### WHAT THE TASK ASKS
Would you please copy every line below that includes the string "roads"?
################
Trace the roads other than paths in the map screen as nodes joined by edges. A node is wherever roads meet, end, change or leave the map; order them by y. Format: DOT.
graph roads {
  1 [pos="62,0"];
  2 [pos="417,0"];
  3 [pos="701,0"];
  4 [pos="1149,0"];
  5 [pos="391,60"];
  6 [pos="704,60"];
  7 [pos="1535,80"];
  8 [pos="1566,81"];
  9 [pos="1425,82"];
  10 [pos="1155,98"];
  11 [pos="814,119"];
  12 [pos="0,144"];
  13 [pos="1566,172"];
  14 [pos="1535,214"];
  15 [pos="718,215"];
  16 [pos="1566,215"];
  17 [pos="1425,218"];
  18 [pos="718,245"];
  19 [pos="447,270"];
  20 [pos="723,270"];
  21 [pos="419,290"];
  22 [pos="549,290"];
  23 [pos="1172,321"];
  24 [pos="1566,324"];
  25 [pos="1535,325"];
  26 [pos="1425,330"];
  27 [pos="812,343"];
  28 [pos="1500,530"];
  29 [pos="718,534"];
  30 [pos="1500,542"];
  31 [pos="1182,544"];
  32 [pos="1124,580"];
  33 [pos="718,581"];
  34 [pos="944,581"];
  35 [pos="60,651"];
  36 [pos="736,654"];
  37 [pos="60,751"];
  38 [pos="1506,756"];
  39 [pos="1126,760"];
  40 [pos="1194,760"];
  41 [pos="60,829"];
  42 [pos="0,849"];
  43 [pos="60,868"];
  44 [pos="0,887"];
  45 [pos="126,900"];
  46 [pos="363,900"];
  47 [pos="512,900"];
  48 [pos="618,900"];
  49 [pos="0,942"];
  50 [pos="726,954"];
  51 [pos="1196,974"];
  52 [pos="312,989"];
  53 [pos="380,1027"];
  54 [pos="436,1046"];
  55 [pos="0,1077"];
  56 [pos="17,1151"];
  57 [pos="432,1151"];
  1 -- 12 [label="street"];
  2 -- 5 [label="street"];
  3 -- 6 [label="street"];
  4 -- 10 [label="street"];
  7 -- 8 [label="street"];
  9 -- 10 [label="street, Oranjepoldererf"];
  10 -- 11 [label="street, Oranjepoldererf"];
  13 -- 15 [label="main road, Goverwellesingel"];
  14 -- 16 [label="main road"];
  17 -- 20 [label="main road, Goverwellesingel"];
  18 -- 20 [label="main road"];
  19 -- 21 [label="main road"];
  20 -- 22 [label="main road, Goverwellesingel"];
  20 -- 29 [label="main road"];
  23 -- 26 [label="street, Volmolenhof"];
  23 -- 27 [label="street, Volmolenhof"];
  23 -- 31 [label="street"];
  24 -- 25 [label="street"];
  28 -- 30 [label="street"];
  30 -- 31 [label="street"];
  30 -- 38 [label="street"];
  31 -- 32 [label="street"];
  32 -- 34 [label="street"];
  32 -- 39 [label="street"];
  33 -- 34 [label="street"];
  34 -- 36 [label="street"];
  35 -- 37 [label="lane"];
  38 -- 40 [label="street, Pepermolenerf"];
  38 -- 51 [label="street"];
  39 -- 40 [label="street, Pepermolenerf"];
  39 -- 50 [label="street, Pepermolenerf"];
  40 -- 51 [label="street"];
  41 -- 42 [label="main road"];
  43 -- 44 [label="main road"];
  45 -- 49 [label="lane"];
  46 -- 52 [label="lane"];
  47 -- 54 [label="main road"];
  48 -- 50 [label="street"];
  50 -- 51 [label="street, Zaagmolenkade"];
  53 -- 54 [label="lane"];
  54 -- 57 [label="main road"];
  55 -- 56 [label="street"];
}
################
### EXERCISE RESULT
Trace the roads other than paths in the map screen as nodes joined by edges. A node is wherever roads meet, end, change or leave the map; order them by y. Format: DOT.
graph roads {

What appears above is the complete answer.